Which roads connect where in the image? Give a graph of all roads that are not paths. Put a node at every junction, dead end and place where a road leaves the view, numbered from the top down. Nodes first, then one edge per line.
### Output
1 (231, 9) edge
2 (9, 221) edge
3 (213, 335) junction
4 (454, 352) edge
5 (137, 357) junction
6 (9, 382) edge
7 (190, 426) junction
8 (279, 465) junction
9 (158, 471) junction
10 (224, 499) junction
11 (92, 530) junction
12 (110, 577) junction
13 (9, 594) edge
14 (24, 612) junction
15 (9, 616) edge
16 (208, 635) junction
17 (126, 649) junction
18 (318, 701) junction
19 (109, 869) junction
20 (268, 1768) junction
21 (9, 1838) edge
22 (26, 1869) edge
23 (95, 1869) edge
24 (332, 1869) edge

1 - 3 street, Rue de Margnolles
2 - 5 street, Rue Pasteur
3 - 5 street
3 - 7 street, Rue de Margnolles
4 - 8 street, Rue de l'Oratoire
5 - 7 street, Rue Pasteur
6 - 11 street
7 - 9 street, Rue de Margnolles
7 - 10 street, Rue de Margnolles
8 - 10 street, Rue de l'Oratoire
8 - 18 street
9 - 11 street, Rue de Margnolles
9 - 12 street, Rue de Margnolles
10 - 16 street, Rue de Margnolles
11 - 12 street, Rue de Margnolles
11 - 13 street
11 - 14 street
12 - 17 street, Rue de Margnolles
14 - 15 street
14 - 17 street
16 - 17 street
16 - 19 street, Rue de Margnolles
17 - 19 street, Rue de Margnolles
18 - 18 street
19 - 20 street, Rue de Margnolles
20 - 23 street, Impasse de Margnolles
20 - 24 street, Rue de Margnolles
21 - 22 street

○ ○ ○

An exact copy of every record above is what's needed here.

Which roads connect where in the image? Give a graph of all roads that are not paths. Put a node at every junction, dead end and place where a road leaves the view, numbered from the top down. Nodes first, then one edge per line.
### Output
1 (231, 9) edge
2 (9, 221) edge
3 (213, 335) junction
4 (454, 352) edge
5 (137, 357) junction
6 (9, 382) edge
7 (190, 426) junction
8 (279, 465) junction
9 (158, 471) junction
10 (224, 499) junction
11 (92, 530) junction
12 (110, 577) junction
13 (9, 594) edge
14 (24, 612) junction
15 (9, 616) edge
16 (208, 635) junction
17 (126, 649) junction
18 (318, 701) junction
19 (109, 869) junction
20 (268, 1768) junction
21 (9, 1838) edge
22 (26, 1869) edge
23 (95, 1869) edge
24 (332, 1869) edge

1 - 3 street, Rue de Margnolles
2 - 5 street, Rue Pasteur
3 - 5 street
3 - 7 street, Rue de Margnolles
4 - 8 street, Rue de l'Oratoire
5 - 7 street, Rue Pasteur
6 - 11 street
7 - 9 street, Rue de Margnolles
7 - 10 street, Rue de Margnolles
8 - 10 street, Rue de l'Oratoire
8 - 18 street
9 - 11 street, Rue de Margnolles
9 - 12 street, Rue de Margnolles
10 - 16 street, Rue de Margnolles
11 - 12 street, Rue de Margnolles
11 - 13 street
11 - 14 street
12 - 17 street, Rue de Margnolles
14 - 15 street
14 - 17 street
16 - 17 street
16 - 19 street, Rue de Margnolles
17 - 19 street, Rue de Margnolles
18 - 18 street
19 - 20 street, Rue de Margnolles
20 - 23 street, Impasse de Margnolles
20 - 24 street, Rue de Margnolles
21 - 22 street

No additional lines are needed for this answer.